Lance Ettus - Mortar Rock Capital Management

And as far as -- is that also already included in the $25 million of synergies, where there could be some more uplift?

Peter Socha

No, we had -- that's in the $25 million of synergies. We have described it more as crossover coal less so as PCI. And either way, I think it's in the $25 million. We feel good on the $25 million. I think, if you use the $25 million, you'll be okay.

Lance Ettus - Mortar Rock Capital Management

So if we use the $25 million, and then but if it goes to a third mine, instead of the original 2, you plan, there'll be upside from there, I guess?

Peter Socha

Yes, as I said, it's $25 million with upside bias.

Lance Ettus - Mortar Rock Capital Management

Okay. And I wanted to go over the IRP number. It was running at, I guess, 4.8 million tons annualized versus 3.7 last year. I know you're not giving guidance on that. But if we assume that the export market, obviously, has been very strong for the first quarter and that plays directly into IRP, can we assume that, that export market continues its strength in the first quarter? Is it safe to assume that, that will be reflected in an ongoing strength in IRP sales, I guess?

Peter Socha

That's kind of a bad -- you're like Brett Levy. I mean, you're saying, I'm not going to ask for guidance but give me guidance. So I'm going to hesitate on that one as well. I'm going to wait until August on that one.

Operator

Our next question comes from Paul Cheng of Deutsche.

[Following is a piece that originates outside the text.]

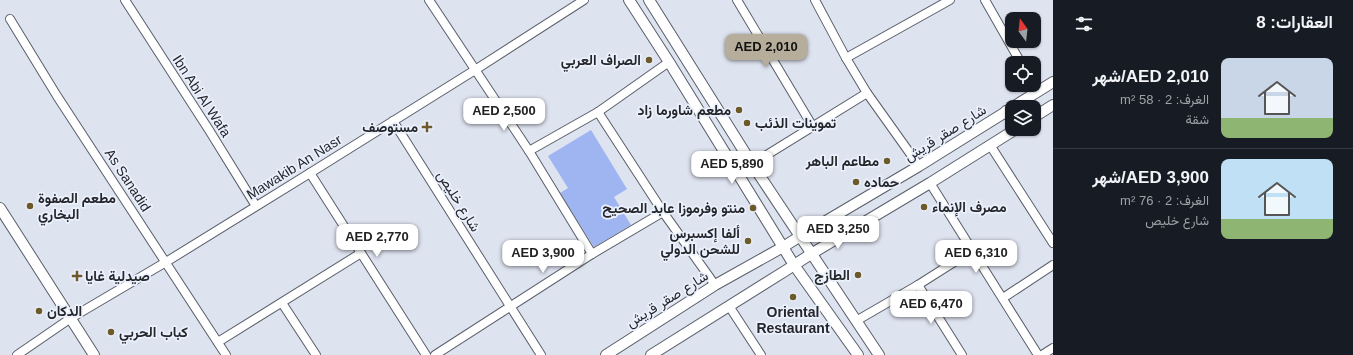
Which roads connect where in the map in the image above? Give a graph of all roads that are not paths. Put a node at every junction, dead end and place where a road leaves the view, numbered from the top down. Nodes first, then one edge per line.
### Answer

Paul Cheng - Lehman Brothers

Regarding cost per ton, and it looks like it kind of went up a bit, and you commented on some cost synergies that you expect and kind of hedging programs in the future, kind of other than that, what else can we expect to see in terms of maybe attempts to kind of, I guess, mitigate cost escalation in the coming quarters.

Peter Socha

It's an absorption. I mean, when you are operating close to the minimum level, and I'll let C.K. follow me, when you're operating close to your minimum level as a company, and then you run into either geology issues or weather issues or some of these other things, it becomes like a top that is not spinning correctly. So it's really a volume-related thing. As we take volume up, we would expect cost to go down. But that would be my answer. C.K.?

Coy Lane

I would agree with that. I mean, the regulatory and governmental issues are going to be what they are and they're hard to predict, because they are changing. And right now, we are not spending a lot of extra money other than just the impact of the increase in raw-material prices. So the whole key is just increasing production to drive cost down a little bit as the market improves.

Paul Cheng - Lehman Brothers

Okay. Fair enough.

Operator

This is all the time we have. I'd like to turn the call over to Peter Socha for closing remarks.

Peter Socha

Okay. Great. Thank you, Gavin. Thank you for your help today. If anyone has a question, please give us a call, and thank you for your support. As we indicated at the beginning, we are working hard to make all this -- make the combined company what you thought it was and what we thought it was. And so far, that's exactly what we're seeing. So thanks very much for your time, and we'll talk to you in August.

Operator

Ladies and gentlemen, thank you for your participation in today's conference. This concludes the program. You may all now disconnect. Thank you and have a nice day.